The entire business patterns are changing so fast that all
the three sectors have also to think fast in order to cope
with the changing times. Whoever knew that Anupam Kher would
be offered Rs 8 crore for anchoring Sawal Dus Crore Ka? Why
should Manisha Koirala stick to her commitment to work in
Ramus Kannada film, when at one go she is offered Rs
5 crore to appear in 26 episodes of the same Sawaal... show?
Why would Amitabh Bachchan reduce his price when he is being
offered a whopping sum for appearing in a television show?

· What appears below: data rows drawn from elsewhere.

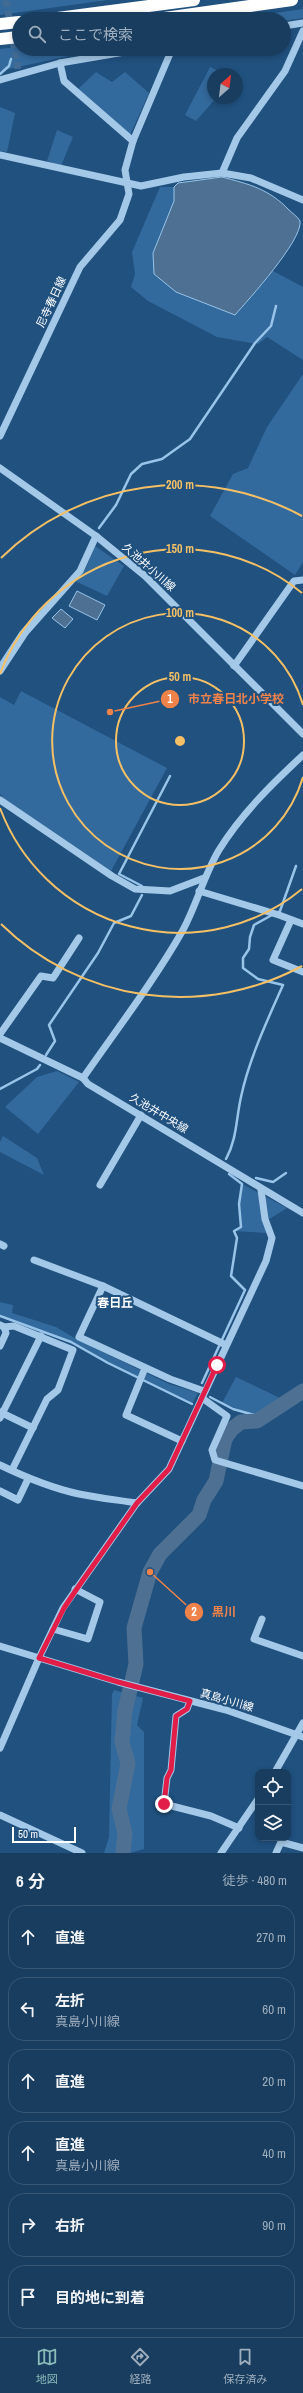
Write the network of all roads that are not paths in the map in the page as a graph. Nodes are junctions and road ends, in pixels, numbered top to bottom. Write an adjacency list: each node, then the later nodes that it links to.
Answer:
1 (194, 0): 3 (highway)
2 (292, 0): 4 (highway)
3 (103, 12)
4 (207, 12)
5 (12, 23): 7 (highway)
6 (303, 23): 8 (street)
7 (0, 24)
8 (291, 25)
9 (303, 31): 18 (street)
10 (12, 38): 11 (highway)
11 (0, 39)
12 (101, 56): 14 (street)
13 (169, 56): 16 (street, 尼寺春日線)
14 (60, 63): 15 (street); 16 (street)
15 (0, 80)
16 (133, 141): 19 (street, 尼寺春日線)
17 (0, 155): 19 (street)
18 (222, 173): 19 (street); 20 (street)
19 (128, 184): 21 (street, 尼寺春日線)
20 (303, 200)
21 (0, 436)
22 (0, 468): 23 (street, 久池井小川線)
23 (96, 536): 25 (street, 久池井小川線); 26 (street)
24 (303, 580): 25 (street)
25 (234, 666): 27 (street, 久池井小川線)
26 (0, 671)
27 (303, 734)
28 (303, 754): 30 (street)
29 (0, 800): 30 (street)
30 (204, 878): 31 (street)
31 (200, 891): 32 (street); 38 (street)
32 (291, 920): 33 (street); 35 (street)
33 (303, 924)
34 (79, 938): 36 (street)
35 (303, 972)
36 (0, 1034)
37 (0, 1038): 38 (street, 久池井中央線)
38 (83, 1078): 39 (street, 久池井中央線)
39 (141, 1115): 40 (street); 41 (street, 久池井中央線)
40 (100, 1185)
41 (261, 1190): 42 (street, 久池井中央線); 47 (street)
42 (303, 1213)
43 (34, 1260): 44 (street)
44 (102, 1286): 47 (street); 49 (street)
45 (2, 1326): 46 (street); 48 (street)
46 (41, 1336): 51 (street); 52 (street)
47 (226, 1345): 50 (street)
48 (0, 1346)
49 (145, 1368): 50 (street); 53 (street)
50 (203, 1395): 53 (street); 57 (street)
51 (1, 1414): 52 (street)
52 (33, 1428): 55 (street)
53 (182, 1441): 59 (street)
54 (0, 1465): 55 (street)
55 (12, 1470): 56 (street)
56 (28, 1479): 58 (street); 59 (street)
57 (303, 1486)
58 (0, 1491)
59 (137, 1503): 60 (street)
60 (76, 1590): 62 (street); 62 (street)
61 (262, 1619): 64 (street)
62 (53, 1629): 65 (street)
63 (0, 1646): 65 (street)
64 (303, 1656)
65 (39, 1658): 66 (street, 真島小川線); 69 (street)
66 (190, 1701): 68 (street, 真島小川線); 73 (street)
67 (303, 1723): 68 (street)
68 (300, 1735): 70 (street)
69 (0, 1748)
70 (277, 1769)
71 (255, 1804): 73 (street)
72 (0, 1815): 75 (street)
73 (239, 1828): 76 (street)
74 (303, 1848): 77 (street)
75 (82, 1853)
76 (222, 1853)
77 (276, 1853)

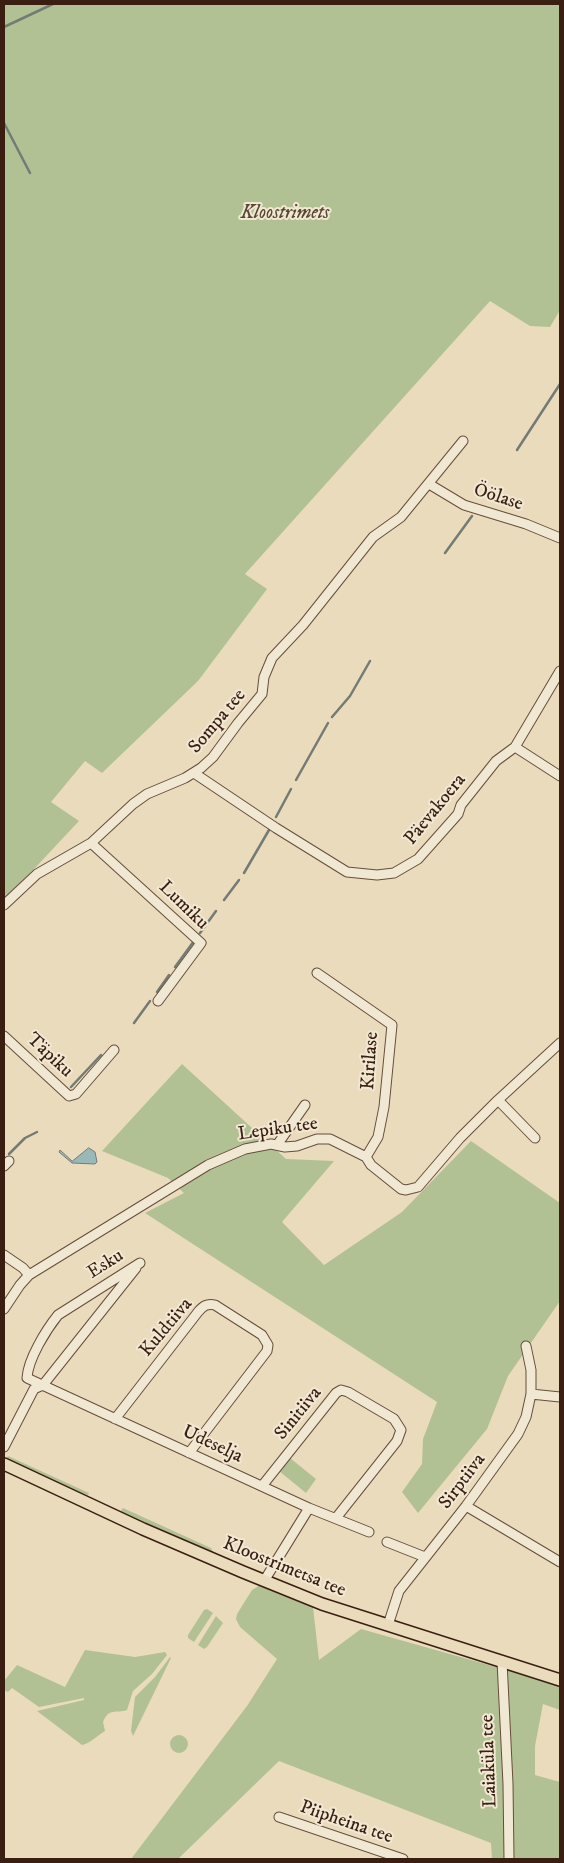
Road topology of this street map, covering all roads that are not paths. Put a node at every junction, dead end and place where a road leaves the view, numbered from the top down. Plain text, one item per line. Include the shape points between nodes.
1 (462, 441) dead end
2 (429, 484) junction
3 (560, 538) edge
4 (560, 671) edge
5 (515, 747) junction
6 (194, 773) junction
7 (560, 776) edge
8 (91, 843) junction
9 (4, 905) edge
10 (317, 972) dead end
11 (158, 1001) dead end
12 (4, 1036) edge
13 (560, 1043) edge
14 (114, 1050) dead end
15 (498, 1100) junction
16 (306, 1105) dead end
17 (536, 1138) dead end
18 (277, 1144) junction
19 (366, 1157) junction
20 (4, 1256) edge
21 (29, 1275) junction
22 (4, 1310) edge
23 (526, 1346) dead end
24 (43, 1385) junction
25 (531, 1394) junction
26 (560, 1397) edge
27 (115, 1419) junction
28 (4, 1448) edge
29 (189, 1453) junction
30 (4, 1468) edge
31 (262, 1486) junction
32 (466, 1506) junction
33 (309, 1508) junction
34 (336, 1518) junction
35 (369, 1532) dead end
36 (387, 1542) dead end
37 (425, 1557) junction
38 (560, 1562) edge
39 (264, 1580) junction
40 (388, 1625) junction
41 (502, 1661) junction
42 (560, 1680) edge
43 (279, 1817) dead end
44 (403, 1859) edge
45 (509, 1859) edge

1 - 2 street, Sompa tee
2 - 3 street, Öölase via 464,505
2 - 6 street, Sompa tee via 401,517 373,537 303,625 272,658 264,677 262,694 213,757
4 - 5 street, Päevakoera
5 - 6 street, Päevakoera via 496,761 461,805 458,814 418,859 394,872 377,875 347,872
5 - 7 street
6 - 8 street, Sompa tee via 147,794
8 - 9 street, Sompa tee via 37,874
8 - 11 street, Lumiku via 201,943
10 - 19 street, Kirilase via 392,1025 384,1107 378,1137
12 - 14 street, Täpiku via 69,1096 76,1094
13 - 15 street, Lepiku tee
15 - 17 street
15 - 19 street, Lepiku tee via 418,1187 401,1189 371,1165
16 - 18 street
18 - 19 street, Lepiku tee via 297,1146 317,1139 330,1139
18 - 21 street, Lepiku tee via 245,1149 208,1165
20 - 21 street
21 - 22 street, Lepiku tee
23 - 25 street, Sirptiiva
24 - 24 street, Esku via 119,1290 140,1263 67,1308 54,1320 27,1369 26,1378
24 - 27 street, Udeselja
24 - 28 street, Esku via 34,1389
25 - 26 street
25 - 32 street, Sirptiiva via 518,1434
27 - 29 street, Udeselja
27 - 29 street, Kuldtiiva via 203,1306 215,1305 262,1335 268,1345 267,1351
29 - 31 street, Udeselja
30 - 39 main road, Kloostrimetsa tee
31 - 33 street, Udeselja
31 - 34 street, Sinitiiva via 336,1393 341,1390 348,1392 394,1419 401,1430 397,1441
32 - 37 street, Sirptiiva
32 - 38 street
33 - 34 street, Udeselja
33 - 39 street
34 - 35 street, Udeselja
36 - 37 street
37 - 40 street, Sirptiiva via 399,1591
39 - 40 main road, Kloostrimetsa tee via 322,1604
40 - 41 main road, Kloostrimetsa tee
41 - 42 main road, Kloostrimetsa tee
41 - 45 street, Laiaküla tee
43 - 44 street, Piipheina tee

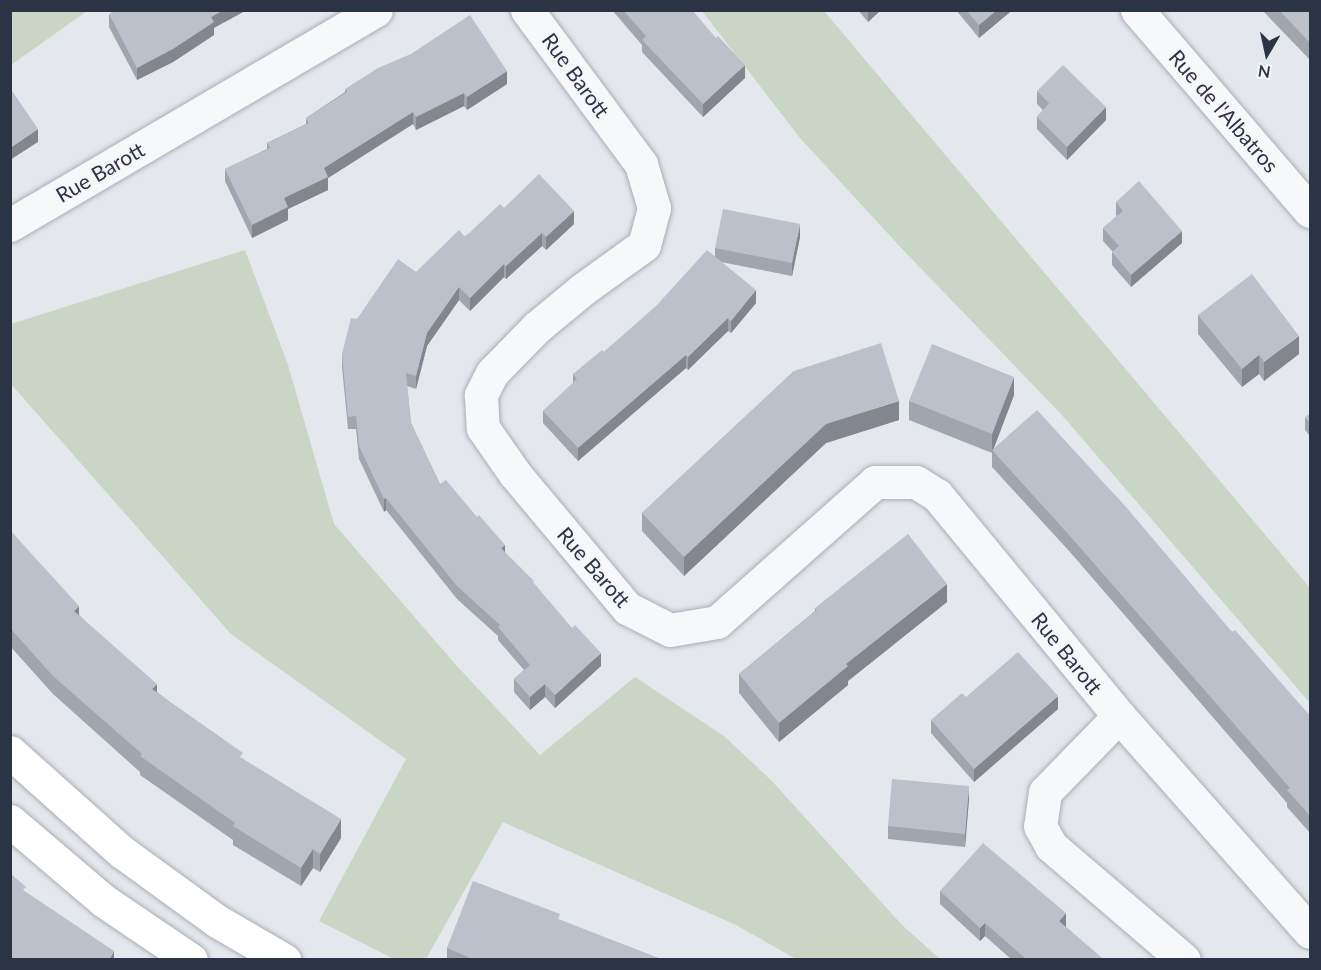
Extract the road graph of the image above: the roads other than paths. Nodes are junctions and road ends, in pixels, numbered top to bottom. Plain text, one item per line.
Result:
1 (376, 10) edge
2 (527, 10) edge
3 (1137, 10) edge
4 (1311, 211) edge
5 (10, 225) edge
6 (1119, 716) junction
7 (10, 752) edge
8 (10, 821) edge
9 (1311, 932) edge
10 (191, 960) edge
11 (284, 960) edge
12 (1184, 960) edge

1 - 5 street, Rue Barott
2 - 6 street, Rue Barott
3 - 4 street, Rue de l'Albatros
6 - 9 street, Rue Barott
6 - 12 street
7 - 11 street
8 - 10 street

There is big money for big names. Neither the producers nor
the distributors have to think small in in any way when it
comes to films as well as television. If there was no money,
the big prices offered to Amitabh Bachchan, Anupam Kher and
Manisha Koirala would not have been there. With several corporate
houses making entry into the film industry and many big producers
trying to corporatise with IPOs fetching good money, the game
of film business has taken a different twist. No industry
in the world can boast of grossing a revenue of more than
Rs. 50 crores in two weeks as Yash Chopras Mohabbatein
has grossed from India and abroad.
An all-woman cast
SONY Pictures Entertainments Charlies Angels released
by Columbia has knocked
out the daylights of the men at the US box-office, with a
$ 40 million opening. A film with an all-woman cast, film
with Lucy Liu, Cameron Diaz and Drew Barrymore playing the
big screen version of the 1970s TV crime thriller in Columbias
Charlies Angels, which will be released in India backed
by a lot of events and marketing campaign. The film, due on
December 15, will be dubbed in Hindi and Tamil and Telugu.
According to the review in Variety magazine, the film is packed
with action, attitude, skin-tight costumes, dazzling smiles
and slow-motion hair flips for a seasons worth of tooth
paste and shampoo commercials. This entertaining confection
possesses the substance of the TV show, the pace of an Hong
Kong actioner and the production values of a James Bond thriller.
With a somewhat younger equivalent of the cast that Bond films
reliably draw upon, the Sony film should appeal to teenage
girls and boys who may keep coming back for more in theatres
at home.
Big is in short supply
IT appears that there would be a shortage of big-star
cast and big-budget films in the coming months. This is because
fewer big-budget films are on the floor and they are taking
their own time for completion. The second reason is that saleable
stars are busy with their own home productions and as such
cannot spare enough time for outside productions. The statistics
show that there are hardly 200 pictures on the floor out of
which hardly 40 films are big-budget ones with big star cast.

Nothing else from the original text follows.